Areva SA (CEI) , the world’s largest maker of nuclear reactors, sank 9.6 percent to 31.50 euros, declining the most in more than two years. Electricite de France SA (EDF FP), the biggest operator of nuclear reactors, tumbled 5.3 percent to 28.96 euros after an atomic power plant north of Tokyo suffered a second hydrogen explosion in the aftermath of Japan’s strongest earthquake on record.
Credit Agricole SA (ACA) , France’s third-largest bank, jumped 3.3 percent to 12.05 euros. Societe Generale (GLE) SA, the country’s second-biggest lender, advanced 1.5 percent to 47.46 euros. JPMorgan Chase & Co. upgraded European bank stocks, citing the industry’s recent underperformance and an earlier- than-predicted policy package from the region’s leaders to stem the sovereign-debt crisis.

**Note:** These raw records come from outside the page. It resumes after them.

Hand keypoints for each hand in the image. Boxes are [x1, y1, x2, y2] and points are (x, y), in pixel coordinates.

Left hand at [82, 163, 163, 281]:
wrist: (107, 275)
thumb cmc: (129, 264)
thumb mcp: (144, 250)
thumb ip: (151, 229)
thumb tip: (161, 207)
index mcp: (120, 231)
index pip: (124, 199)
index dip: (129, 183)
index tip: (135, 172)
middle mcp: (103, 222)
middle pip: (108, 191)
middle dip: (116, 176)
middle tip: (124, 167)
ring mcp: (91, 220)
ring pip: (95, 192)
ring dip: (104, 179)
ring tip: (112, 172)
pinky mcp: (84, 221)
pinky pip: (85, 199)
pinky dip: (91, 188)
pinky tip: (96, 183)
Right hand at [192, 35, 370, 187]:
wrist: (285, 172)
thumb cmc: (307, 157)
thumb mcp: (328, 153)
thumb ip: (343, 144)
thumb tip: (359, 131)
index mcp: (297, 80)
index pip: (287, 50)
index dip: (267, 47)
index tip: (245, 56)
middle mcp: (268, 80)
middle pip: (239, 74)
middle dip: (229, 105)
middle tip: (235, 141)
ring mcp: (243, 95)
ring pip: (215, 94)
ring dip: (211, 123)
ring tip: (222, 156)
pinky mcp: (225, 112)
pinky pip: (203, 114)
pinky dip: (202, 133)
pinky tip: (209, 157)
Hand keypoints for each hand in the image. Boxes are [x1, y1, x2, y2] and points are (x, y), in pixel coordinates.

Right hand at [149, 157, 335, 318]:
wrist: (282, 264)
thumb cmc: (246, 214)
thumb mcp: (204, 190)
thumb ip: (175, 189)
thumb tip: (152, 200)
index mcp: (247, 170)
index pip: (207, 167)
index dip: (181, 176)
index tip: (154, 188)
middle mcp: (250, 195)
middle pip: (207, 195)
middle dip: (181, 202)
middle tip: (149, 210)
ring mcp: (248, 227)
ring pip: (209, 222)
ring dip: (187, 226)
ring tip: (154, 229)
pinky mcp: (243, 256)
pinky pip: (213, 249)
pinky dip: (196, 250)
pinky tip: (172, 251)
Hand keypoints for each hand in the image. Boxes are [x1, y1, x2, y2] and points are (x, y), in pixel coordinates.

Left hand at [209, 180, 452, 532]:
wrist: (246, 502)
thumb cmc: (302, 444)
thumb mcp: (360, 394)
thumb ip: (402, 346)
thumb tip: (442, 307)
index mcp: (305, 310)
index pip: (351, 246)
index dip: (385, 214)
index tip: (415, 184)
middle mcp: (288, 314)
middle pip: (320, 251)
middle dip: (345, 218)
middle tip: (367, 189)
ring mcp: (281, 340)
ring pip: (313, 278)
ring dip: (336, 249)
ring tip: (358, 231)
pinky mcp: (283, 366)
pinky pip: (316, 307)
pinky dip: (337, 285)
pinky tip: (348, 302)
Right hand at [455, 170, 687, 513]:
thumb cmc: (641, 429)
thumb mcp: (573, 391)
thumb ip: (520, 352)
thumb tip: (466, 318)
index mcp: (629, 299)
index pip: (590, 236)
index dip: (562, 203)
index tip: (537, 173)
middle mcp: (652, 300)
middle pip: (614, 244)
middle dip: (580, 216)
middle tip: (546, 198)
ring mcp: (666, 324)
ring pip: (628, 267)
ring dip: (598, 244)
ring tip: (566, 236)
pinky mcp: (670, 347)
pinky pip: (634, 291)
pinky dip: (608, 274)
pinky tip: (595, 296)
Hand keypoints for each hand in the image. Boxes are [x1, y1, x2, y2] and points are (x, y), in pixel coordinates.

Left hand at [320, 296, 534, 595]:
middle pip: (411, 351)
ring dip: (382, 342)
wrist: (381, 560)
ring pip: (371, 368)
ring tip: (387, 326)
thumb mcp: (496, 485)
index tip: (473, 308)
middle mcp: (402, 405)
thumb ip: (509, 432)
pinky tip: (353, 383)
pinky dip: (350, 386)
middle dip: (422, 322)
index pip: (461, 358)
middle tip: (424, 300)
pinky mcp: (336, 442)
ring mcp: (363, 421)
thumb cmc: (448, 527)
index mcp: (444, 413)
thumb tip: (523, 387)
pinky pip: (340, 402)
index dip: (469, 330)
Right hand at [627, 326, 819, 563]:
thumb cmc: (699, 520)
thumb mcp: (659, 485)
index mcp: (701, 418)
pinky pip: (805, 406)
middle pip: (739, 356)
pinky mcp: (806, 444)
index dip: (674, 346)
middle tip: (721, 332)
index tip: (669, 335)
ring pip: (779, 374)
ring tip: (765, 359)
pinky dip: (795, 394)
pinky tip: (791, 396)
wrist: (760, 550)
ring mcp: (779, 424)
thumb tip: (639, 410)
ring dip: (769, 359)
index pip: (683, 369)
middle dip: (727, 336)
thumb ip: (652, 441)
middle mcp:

The brokerage raised its recommendation on bank shares to “overweight” and said investors should fund the change by taking money out of energy stocks, according to a report today. The leaders of the 17 euro nations agreed to let the European Financial Stability Facility buy bonds directly from governments and increased its size to 440 billion euros ($614.7 billion).
LVMH Moet Hennessy Louis Vuitton SA (MC) , the world’s largest maker of luxury goods, declined 3.1 percent to 106.60 euros. Hermes International (RMS) SCA slipped 3.1 percent to 148.25 euros. PPR (PP) SA, the French owner of Gucci and online retailer Redcats, slid 2.5 percent to 105.80 euros. Luxury goods makers dropped on concern that sales in Japan will suffer following the earthquake. Japan is the world’s second- largest market for luxury goods after the U.S., accounting for 11 percent of global sales, according to consulting firm Bain & Co.
Renault SA (RNO) , France’s second-biggest carmaker, slumped 6.3 percent to 38.18 euros. Renault’s mishandling of an espionage investigation has weakened Chief Executive Officer Carlos Ghosn in a tussle with the French state, its largest shareholder, to decide the carmaker’s future, four people familiar with the matter said.
Renault wants to reduce its 43 percent stake in Nissan Motor Co. and grant the Japanese carmaker voting rights for its 14 percent holding in Renault, according to the same people.